Records shown:
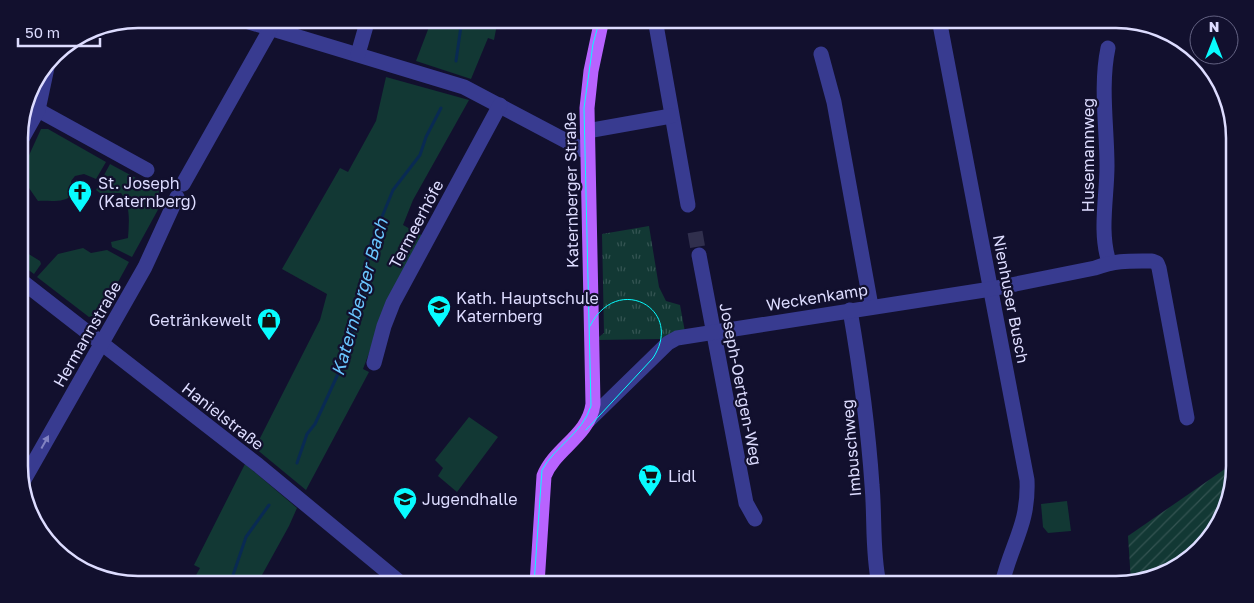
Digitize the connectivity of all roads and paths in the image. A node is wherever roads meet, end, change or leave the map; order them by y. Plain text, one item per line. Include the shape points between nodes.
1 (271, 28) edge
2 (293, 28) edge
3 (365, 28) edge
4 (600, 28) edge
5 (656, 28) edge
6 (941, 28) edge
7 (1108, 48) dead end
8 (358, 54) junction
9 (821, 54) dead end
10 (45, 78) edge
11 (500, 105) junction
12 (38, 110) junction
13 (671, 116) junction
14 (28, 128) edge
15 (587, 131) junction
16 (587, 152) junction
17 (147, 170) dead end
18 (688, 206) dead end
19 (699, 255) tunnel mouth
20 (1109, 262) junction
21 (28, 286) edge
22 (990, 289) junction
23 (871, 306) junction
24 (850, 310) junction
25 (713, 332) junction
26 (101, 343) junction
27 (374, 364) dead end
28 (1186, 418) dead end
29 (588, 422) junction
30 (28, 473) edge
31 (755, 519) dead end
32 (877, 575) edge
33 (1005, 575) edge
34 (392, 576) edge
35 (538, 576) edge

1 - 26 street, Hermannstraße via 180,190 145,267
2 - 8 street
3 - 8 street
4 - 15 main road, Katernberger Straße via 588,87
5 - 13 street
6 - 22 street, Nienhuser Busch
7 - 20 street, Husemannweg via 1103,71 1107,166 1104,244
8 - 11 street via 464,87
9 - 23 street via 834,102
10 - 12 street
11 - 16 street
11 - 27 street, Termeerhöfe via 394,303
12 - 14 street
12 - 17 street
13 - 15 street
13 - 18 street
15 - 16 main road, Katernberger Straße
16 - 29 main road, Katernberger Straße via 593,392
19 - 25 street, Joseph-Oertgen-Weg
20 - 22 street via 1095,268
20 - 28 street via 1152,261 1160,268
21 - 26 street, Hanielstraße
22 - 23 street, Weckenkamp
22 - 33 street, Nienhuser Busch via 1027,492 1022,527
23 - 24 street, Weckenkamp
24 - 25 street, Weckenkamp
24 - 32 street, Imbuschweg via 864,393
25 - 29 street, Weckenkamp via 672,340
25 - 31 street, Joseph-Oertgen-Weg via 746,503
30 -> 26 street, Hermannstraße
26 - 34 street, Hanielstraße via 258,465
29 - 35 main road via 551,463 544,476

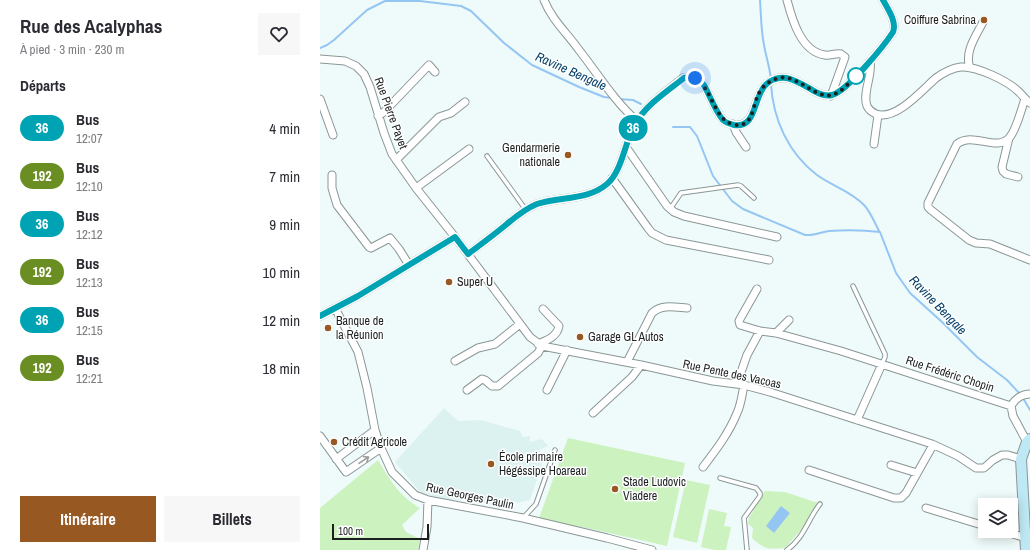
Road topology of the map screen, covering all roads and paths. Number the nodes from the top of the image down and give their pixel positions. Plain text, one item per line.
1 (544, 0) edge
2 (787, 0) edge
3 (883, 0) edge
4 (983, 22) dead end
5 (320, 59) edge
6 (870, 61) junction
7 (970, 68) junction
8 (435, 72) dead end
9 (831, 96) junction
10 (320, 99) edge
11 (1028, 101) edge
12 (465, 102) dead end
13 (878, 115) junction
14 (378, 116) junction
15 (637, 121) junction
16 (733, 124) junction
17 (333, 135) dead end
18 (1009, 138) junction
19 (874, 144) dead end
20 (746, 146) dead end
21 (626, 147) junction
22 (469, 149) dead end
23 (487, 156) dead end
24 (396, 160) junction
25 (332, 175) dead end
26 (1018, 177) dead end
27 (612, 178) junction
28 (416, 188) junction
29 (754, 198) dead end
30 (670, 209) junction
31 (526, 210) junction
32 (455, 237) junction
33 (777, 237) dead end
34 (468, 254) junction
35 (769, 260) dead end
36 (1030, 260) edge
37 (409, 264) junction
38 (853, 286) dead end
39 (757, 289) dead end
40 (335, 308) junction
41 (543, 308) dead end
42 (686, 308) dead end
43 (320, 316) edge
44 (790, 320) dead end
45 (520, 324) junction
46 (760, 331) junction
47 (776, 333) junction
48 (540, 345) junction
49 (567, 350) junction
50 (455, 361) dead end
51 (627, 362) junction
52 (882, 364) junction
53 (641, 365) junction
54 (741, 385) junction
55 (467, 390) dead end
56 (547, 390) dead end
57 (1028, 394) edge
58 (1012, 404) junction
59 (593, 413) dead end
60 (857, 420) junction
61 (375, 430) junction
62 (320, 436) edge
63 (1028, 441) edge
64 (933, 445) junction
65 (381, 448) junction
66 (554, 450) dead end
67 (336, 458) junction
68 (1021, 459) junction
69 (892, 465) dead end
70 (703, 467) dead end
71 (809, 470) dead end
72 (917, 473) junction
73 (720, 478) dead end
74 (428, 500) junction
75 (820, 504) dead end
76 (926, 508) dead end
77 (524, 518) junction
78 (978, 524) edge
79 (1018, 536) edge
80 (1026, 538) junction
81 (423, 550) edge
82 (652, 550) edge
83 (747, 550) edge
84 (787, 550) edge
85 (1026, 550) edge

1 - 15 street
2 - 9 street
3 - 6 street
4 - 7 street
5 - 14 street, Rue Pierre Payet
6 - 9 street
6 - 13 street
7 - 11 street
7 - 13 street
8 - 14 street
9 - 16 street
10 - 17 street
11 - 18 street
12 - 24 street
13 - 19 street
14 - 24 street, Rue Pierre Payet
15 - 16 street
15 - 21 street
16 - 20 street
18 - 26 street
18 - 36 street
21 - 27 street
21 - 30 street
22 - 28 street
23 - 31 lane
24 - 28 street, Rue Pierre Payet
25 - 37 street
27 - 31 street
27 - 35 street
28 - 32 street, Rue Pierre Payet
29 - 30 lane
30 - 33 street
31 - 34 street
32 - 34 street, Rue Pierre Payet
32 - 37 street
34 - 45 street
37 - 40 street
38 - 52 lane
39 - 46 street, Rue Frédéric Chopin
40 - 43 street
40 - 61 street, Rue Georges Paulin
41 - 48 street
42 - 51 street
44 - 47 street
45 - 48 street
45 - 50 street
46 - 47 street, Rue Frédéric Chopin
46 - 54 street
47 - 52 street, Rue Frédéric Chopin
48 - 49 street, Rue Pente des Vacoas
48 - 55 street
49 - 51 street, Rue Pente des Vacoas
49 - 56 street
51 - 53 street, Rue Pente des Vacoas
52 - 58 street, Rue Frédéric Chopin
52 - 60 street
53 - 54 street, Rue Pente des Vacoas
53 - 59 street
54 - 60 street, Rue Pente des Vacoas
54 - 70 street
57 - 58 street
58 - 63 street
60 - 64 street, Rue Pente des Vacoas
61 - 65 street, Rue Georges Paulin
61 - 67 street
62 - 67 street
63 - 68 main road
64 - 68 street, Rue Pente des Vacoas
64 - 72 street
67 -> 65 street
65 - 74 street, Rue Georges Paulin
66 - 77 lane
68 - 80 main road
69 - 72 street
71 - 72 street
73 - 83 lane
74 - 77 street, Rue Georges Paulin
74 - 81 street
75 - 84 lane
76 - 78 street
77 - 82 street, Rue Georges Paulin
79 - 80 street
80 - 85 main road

Work order:
Repeat the material above word for word, please, apart from its images.

Solution for this task:
Digitize the connectivity of all roads and paths in the image. A node is wherever roads meet, end, change or leave the map; order them by y. Plain text, one item per line. Include the shape points between nodes.
1 (271, 28) edge
2 (293, 28) edge
3 (365, 28) edge
4 (600, 28) edge
5 (656, 28) edge
6 (941, 28) edge
7 (1108, 48) dead end
8 (358, 54) junction
9 (821, 54) dead end
10 (45, 78) edge
11 (500, 105) junction
12 (38, 110) junction
13 (671, 116) junction
14 (28, 128) edge
15 (587, 131) junction
16 (587, 152) junction
17 (147, 170) dead end
18 (688, 206) dead end
19 (699, 255) tunnel mouth
20 (1109, 262) junction
21 (28, 286) edge
22 (990, 289) junction
23 (871, 306) junction
24 (850, 310) junction
25 (713, 332) junction
26 (101, 343) junction
27 (374, 364) dead end
28 (1186, 418) dead end
29 (588, 422) junction
30 (28, 473) edge
31 (755, 519) dead end
32 (877, 575) edge
33 (1005, 575) edge
34 (392, 576) edge
35 (538, 576) edge

1 - 26 street, Hermannstraße via 180,190 145,267
2 - 8 street
3 - 8 street
4 - 15 main road, Katernberger Straße via 588,87
5 - 13 street
6 - 22 street, Nienhuser Busch
7 - 20 street, Husemannweg via 1103,71 1107,166 1104,244
8 - 11 street via 464,87
9 - 23 street via 834,102
10 - 12 street
11 - 16 street
11 - 27 street, Termeerhöfe via 394,303
12 - 14 street
12 - 17 street
13 - 15 street
13 - 18 street
15 - 16 main road, Katernberger Straße
16 - 29 main road, Katernberger Straße via 593,392
19 - 25 street, Joseph-Oertgen-Weg
20 - 22 street via 1095,268
20 - 28 street via 1152,261 1160,268
21 - 26 street, Hanielstraße
22 - 23 street, Weckenkamp
22 - 33 street, Nienhuser Busch via 1027,492 1022,527
23 - 24 street, Weckenkamp
24 - 25 street, Weckenkamp
24 - 32 street, Imbuschweg via 864,393
25 - 29 street, Weckenkamp via 672,340
25 - 31 street, Joseph-Oertgen-Weg via 746,503
30 -> 26 street, Hermannstraße
26 - 34 street, Hanielstraße via 258,465
29 - 35 main road via 551,463 544,476

Road topology of the map screen, covering all roads and paths. Number the nodes from the top of the image down and give their pixel positions. Plain text, one item per line.
1 (544, 0) edge
2 (787, 0) edge
3 (883, 0) edge
4 (983, 22) dead end
5 (320, 59) edge
6 (870, 61) junction
7 (970, 68) junction
8 (435, 72) dead end
9 (831, 96) junction
10 (320, 99) edge
11 (1028, 101) edge
12 (465, 102) dead end
13 (878, 115) junction
14 (378, 116) junction
15 (637, 121) junction
16 (733, 124) junction
17 (333, 135) dead end
18 (1009, 138) junction
19 (874, 144) dead end
20 (746, 146) dead end
21 (626, 147) junction
22 (469, 149) dead end
23 (487, 156) dead end
24 (396, 160) junction
25 (332, 175) dead end
26 (1018, 177) dead end
27 (612, 178) junction
28 (416, 188) junction
29 (754, 198) dead end
30 (670, 209) junction
31 (526, 210) junction
32 (455, 237) junction
33 (777, 237) dead end
34 (468, 254) junction
35 (769, 260) dead end
36 (1030, 260) edge
37 (409, 264) junction
38 (853, 286) dead end
39 (757, 289) dead end
40 (335, 308) junction
41 (543, 308) dead end
42 (686, 308) dead end
43 (320, 316) edge
44 (790, 320) dead end
45 (520, 324) junction
46 (760, 331) junction
47 (776, 333) junction
48 (540, 345) junction
49 (567, 350) junction
50 (455, 361) dead end
51 (627, 362) junction
52 (882, 364) junction
53 (641, 365) junction
54 (741, 385) junction
55 (467, 390) dead end
56 (547, 390) dead end
57 (1028, 394) edge
58 (1012, 404) junction
59 (593, 413) dead end
60 (857, 420) junction
61 (375, 430) junction
62 (320, 436) edge
63 (1028, 441) edge
64 (933, 445) junction
65 (381, 448) junction
66 (554, 450) dead end
67 (336, 458) junction
68 (1021, 459) junction
69 (892, 465) dead end
70 (703, 467) dead end
71 (809, 470) dead end
72 (917, 473) junction
73 (720, 478) dead end
74 (428, 500) junction
75 (820, 504) dead end
76 (926, 508) dead end
77 (524, 518) junction
78 (978, 524) edge
79 (1018, 536) edge
80 (1026, 538) junction
81 (423, 550) edge
82 (652, 550) edge
83 (747, 550) edge
84 (787, 550) edge
85 (1026, 550) edge

1 - 15 street
2 - 9 street
3 - 6 street
4 - 7 street
5 - 14 street, Rue Pierre Payet
6 - 9 street
6 - 13 street
7 - 11 street
7 - 13 street
8 - 14 street
9 - 16 street
10 - 17 street
11 - 18 street
12 - 24 street
13 - 19 street
14 - 24 street, Rue Pierre Payet
15 - 16 street
15 - 21 street
16 - 20 street
18 - 26 street
18 - 36 street
21 - 27 street
21 - 30 street
22 - 28 street
23 - 31 lane
24 - 28 street, Rue Pierre Payet
25 - 37 street
27 - 31 street
27 - 35 street
28 - 32 street, Rue Pierre Payet
29 - 30 lane
30 - 33 street
31 - 34 street
32 - 34 street, Rue Pierre Payet
32 - 37 street
34 - 45 street
37 - 40 street
38 - 52 lane
39 - 46 street, Rue Frédéric Chopin
40 - 43 street
40 - 61 street, Rue Georges Paulin
41 - 48 street
42 - 51 street
44 - 47 street
45 - 48 street
45 - 50 street
46 - 47 street, Rue Frédéric Chopin
46 - 54 street
47 - 52 street, Rue Frédéric Chopin
48 - 49 street, Rue Pente des Vacoas
48 - 55 street
49 - 51 street, Rue Pente des Vacoas
49 - 56 street
51 - 53 street, Rue Pente des Vacoas
52 - 58 street, Rue Frédéric Chopin
52 - 60 street
53 - 54 street, Rue Pente des Vacoas
53 - 59 street
54 - 60 street, Rue Pente des Vacoas
54 - 70 street
57 - 58 street
58 - 63 street
60 - 64 street, Rue Pente des Vacoas
61 - 65 street, Rue Georges Paulin
61 - 67 street
62 - 67 street
63 - 68 main road
64 - 68 street, Rue Pente des Vacoas
64 - 72 street
67 -> 65 street
65 - 74 street, Rue Georges Paulin
66 - 77 lane
68 - 80 main road
69 - 72 street
71 - 72 street
73 - 83 lane
74 - 77 street, Rue Georges Paulin
74 - 81 street
75 - 84 lane
76 - 78 street
77 - 82 street, Rue Georges Paulin
79 - 80 street
80 - 85 main road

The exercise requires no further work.